I think you folks are reading a bit more into it that Hart envisioned. Certainly a tie-in to the WTC/Pentagon attacks is unwarranted.

If Hart still possesses any of the spark that made B.C. one of the best, (if not the best) daily comics of the 1960s and early 1970s, (a spark long since drowned in age and religious fervor), then he was simply noting a bit of human irony: that times change and profound statements of “forever” may not be quite as permanent as those who issued the statements believed.

This is not to say that Hart cannot possibly have been behaving as an idiot when he drew the strip, only that if he had made the same statement forty years ago, it would have been more clear that he was commenting on the human condition and not on the (perceived) evils of the modern age.

Perhaps, and if this was coming from someone who had sensibilities other than those that Hart has repeatedly demonstrated that might have been my first take on it. Given Hart’s other apparent positions, the OP’s interpretation has to be entertained. At the very least, Hart has made his point so clumsily that it is offensive just on the grounds of his obliviousness to alternative interpretations.

I’d agree with this. I recall a Mad Magazine article from the 1960s called “Mine Enemy Grows Nicer” contrasting the villanous depictions of the Germans and Japanese during the war years compared to those 20 years later after they had become our allies and trading partners. But if that was Hart’s message, he is so far behind the curve that he’s coming around from the other side.

I dunno. I took the strip to be saying we’ve pretty much forgiven the past and are working together towards a brighter future.

I concur, I read the strip before reading the objection here and my take was hardly one of disgust. I think he was saying that we don’t view them as infamous anymore because we have a good relationship with them now, demonstrated by our mutually benefitial commerce with car sales being an example.

In fact, after reading the OP, I really can’t even see how you pulled that interpretation out of the strip. In fact, to take it farther, if anything, I’d think the comparison would have been Pearl Harbor to 9-11 not, “Americans never give thought to what’s really important as long as you dangle something shiny in front of their faces.” or “we should be continuing to harass the Japanese people 75 years later instead of buying their things and letting them live here in peace”. If anything, I think a comparison to 9-11 is an optimistic one, in that if we look at how bad Pearl Harbor was and the war that resulted, it is amazing that we now have a good relationship with the Japanese. Perhaps we’ll eventually have a similar relationship with countries like Afghanistan and Iraq, but not next week, it will probably take decades just like it did with Pearl Harbor.

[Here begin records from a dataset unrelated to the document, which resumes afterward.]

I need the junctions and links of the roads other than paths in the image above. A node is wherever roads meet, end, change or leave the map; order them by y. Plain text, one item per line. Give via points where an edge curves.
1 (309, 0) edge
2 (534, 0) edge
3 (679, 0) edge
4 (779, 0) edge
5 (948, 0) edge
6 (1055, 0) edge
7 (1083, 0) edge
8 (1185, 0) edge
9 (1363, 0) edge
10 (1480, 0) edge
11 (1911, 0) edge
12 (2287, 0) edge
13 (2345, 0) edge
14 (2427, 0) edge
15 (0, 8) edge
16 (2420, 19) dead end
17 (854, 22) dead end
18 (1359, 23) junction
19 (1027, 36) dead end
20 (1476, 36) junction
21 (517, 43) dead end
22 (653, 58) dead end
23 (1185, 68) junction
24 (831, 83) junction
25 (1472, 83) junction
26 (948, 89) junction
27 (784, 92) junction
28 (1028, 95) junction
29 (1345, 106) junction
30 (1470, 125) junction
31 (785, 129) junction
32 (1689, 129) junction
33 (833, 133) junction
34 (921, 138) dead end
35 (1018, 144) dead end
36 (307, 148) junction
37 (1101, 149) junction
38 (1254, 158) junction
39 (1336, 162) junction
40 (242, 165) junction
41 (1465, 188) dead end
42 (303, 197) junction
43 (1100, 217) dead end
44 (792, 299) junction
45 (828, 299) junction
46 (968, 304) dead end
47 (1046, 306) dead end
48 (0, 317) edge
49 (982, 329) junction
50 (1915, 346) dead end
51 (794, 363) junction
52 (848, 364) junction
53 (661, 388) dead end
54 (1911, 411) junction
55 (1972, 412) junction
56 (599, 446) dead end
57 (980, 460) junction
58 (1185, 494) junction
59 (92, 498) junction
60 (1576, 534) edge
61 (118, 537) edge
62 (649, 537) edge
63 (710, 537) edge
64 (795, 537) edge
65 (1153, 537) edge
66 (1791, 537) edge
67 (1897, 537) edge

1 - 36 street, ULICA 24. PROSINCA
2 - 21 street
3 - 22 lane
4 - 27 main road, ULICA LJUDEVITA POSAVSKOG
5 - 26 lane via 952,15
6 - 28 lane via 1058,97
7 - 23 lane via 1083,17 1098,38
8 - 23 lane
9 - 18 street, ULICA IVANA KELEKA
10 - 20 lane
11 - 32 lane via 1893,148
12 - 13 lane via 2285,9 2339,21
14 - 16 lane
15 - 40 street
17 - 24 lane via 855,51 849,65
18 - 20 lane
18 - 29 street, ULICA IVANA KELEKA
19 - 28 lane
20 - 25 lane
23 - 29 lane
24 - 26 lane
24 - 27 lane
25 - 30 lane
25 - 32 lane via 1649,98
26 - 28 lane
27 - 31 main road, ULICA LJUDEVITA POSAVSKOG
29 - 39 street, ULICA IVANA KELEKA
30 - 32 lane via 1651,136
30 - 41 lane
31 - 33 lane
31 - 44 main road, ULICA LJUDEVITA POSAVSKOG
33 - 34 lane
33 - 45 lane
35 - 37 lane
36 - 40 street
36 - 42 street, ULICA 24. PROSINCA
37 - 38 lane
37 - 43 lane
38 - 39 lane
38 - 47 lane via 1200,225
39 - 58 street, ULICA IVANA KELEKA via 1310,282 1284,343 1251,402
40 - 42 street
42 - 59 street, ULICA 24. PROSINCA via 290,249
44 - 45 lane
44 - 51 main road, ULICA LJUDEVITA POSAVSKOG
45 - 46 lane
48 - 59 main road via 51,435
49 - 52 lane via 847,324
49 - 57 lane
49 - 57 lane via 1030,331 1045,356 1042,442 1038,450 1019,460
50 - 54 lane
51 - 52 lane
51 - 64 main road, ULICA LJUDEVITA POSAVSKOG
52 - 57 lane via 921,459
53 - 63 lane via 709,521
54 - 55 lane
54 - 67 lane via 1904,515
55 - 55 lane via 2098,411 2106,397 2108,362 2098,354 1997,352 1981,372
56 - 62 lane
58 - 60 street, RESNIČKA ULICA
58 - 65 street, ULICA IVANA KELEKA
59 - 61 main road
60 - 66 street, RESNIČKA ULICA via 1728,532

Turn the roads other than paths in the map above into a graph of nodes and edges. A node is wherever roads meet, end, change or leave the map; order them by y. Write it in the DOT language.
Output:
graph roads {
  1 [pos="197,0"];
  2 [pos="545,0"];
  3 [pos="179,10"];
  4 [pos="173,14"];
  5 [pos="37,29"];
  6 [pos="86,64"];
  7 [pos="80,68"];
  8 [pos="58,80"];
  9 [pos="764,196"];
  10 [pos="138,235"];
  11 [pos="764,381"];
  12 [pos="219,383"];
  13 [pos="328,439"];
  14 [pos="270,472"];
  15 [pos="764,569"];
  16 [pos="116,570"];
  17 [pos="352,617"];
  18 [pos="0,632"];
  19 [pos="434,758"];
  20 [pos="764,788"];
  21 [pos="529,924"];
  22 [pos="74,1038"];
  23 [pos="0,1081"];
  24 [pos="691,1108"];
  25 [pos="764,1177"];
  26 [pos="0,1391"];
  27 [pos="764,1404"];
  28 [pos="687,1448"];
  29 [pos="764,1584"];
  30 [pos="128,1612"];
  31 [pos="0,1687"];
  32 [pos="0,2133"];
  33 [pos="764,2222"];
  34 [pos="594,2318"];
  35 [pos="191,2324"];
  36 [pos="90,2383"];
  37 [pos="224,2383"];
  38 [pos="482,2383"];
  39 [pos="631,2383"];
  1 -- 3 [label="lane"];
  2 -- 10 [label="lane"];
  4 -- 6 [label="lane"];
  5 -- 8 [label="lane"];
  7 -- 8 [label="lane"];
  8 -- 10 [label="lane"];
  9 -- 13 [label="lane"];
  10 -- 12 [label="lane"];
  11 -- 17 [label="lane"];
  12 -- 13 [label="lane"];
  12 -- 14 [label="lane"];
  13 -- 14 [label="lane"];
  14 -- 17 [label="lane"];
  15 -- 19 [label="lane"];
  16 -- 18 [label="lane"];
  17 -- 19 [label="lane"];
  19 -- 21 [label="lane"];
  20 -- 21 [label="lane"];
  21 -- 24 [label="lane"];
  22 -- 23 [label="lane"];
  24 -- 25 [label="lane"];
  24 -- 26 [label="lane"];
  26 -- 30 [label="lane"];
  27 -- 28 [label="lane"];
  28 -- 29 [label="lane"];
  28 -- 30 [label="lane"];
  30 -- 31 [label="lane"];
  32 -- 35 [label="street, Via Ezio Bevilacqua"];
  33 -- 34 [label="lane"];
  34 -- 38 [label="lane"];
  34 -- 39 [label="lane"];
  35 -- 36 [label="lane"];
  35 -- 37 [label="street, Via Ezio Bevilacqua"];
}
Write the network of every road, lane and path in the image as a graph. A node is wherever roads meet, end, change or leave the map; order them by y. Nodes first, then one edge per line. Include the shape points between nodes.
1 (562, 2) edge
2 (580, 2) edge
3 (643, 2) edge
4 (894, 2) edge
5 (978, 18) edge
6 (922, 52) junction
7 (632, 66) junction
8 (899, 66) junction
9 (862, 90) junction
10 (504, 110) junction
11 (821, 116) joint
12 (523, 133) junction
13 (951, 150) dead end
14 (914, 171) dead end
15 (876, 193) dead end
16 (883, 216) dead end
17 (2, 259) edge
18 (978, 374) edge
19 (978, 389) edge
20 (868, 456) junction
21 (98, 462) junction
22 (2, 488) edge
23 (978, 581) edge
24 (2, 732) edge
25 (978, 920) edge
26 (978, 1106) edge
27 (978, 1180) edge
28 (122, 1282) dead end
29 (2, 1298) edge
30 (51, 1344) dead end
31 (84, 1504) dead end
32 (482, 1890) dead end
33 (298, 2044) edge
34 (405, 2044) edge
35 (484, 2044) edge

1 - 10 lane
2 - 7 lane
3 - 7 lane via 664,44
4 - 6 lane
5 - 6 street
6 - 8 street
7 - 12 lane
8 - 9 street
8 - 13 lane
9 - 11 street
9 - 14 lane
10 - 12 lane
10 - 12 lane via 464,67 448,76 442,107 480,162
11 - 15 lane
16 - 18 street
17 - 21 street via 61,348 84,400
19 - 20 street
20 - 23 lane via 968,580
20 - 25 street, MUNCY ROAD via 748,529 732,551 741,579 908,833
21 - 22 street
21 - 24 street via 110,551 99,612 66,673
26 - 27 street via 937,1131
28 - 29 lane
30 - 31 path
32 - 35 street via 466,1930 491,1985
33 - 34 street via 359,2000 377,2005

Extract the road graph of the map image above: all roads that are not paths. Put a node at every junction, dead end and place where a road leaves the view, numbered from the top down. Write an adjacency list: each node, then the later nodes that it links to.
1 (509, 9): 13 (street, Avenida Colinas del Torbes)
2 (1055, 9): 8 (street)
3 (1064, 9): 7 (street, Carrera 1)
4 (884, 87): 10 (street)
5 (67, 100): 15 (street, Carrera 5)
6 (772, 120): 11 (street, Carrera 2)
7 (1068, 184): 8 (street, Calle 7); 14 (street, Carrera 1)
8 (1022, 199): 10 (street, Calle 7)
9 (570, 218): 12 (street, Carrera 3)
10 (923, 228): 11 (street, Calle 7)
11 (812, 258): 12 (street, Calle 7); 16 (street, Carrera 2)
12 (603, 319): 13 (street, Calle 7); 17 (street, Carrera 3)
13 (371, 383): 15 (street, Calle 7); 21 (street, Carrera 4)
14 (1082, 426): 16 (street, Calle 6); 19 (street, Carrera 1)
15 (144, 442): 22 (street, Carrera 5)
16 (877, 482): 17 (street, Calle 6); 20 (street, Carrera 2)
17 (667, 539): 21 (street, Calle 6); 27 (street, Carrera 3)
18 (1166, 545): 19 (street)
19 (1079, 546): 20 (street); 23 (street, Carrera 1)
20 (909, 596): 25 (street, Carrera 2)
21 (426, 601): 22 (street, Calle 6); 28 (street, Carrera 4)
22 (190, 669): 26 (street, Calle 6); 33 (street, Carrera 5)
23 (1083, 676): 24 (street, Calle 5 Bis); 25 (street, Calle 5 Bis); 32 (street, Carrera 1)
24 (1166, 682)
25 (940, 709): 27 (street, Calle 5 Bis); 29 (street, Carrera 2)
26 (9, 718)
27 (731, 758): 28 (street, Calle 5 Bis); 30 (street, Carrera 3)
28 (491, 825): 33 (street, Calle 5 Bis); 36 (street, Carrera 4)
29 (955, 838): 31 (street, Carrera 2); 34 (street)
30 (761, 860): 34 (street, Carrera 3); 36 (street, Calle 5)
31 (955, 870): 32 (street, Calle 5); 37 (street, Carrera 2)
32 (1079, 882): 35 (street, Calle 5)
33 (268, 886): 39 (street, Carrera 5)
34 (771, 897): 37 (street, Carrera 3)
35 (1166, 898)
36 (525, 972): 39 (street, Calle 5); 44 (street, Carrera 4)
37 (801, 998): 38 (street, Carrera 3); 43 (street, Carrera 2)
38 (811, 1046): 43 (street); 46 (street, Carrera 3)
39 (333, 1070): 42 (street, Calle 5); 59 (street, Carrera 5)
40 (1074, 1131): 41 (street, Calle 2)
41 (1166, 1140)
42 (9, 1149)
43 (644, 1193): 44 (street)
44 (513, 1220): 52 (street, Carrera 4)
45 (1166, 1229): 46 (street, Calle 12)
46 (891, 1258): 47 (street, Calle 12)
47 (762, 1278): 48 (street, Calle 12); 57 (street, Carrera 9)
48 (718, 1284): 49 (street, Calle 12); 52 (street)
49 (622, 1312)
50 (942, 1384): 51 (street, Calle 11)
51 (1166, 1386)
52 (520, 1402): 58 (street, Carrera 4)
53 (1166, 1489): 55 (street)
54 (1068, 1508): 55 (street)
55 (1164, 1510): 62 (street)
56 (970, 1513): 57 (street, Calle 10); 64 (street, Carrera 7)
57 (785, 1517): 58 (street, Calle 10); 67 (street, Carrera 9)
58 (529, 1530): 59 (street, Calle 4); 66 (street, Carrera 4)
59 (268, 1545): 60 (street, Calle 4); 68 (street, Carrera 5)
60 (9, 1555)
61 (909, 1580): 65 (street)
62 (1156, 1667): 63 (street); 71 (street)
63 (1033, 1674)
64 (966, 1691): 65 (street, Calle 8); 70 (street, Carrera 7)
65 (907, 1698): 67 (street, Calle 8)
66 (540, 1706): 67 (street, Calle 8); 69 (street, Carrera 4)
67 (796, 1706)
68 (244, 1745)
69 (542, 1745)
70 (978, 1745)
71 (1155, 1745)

Bottom line, he may be a fundie, and you may not generally like him or his comic strip. But seriously, do you really think its a fundie message to hate the Japanese? If you do, you must know something I don’t.

Of course not. But it’s only been 65 years.

Attempted joke aside, as tomndebb said, long ago B.C. was superb - insightful, sometimes subtle, and almost always, above all, funny. Those days are long gone, and given the fundamentalist, jingoist jihad Hart has been on lately, I don’t believe there is any doubt of how this should be taken.

I wish I could see the world like Blaster Master and Oakminster do. It just seems to me that if he wanted to make a positive statement about mutual accord and harmony, he might have picked a less ambiguous marker than auto sales. Is it really the case that the number of Japanese cars we buy is the best descriptor of the nature of the relationship between Japan and the U.S.?

Yeah, he could have used Pokemon, Hello Kitty, or tentacle porn.

Slight Hijack: I never get the thing about buying American cars. If they made superior vehicles as the Japanese do then people would buy them, but until they do why would we?

Isn’t Toyota basically an American car now? I’m sure that HQ is somewhere in Japan, but I just saw a commercial recently where they were talking about how many plants they had in the U.S. and how many jobs they were creating for us.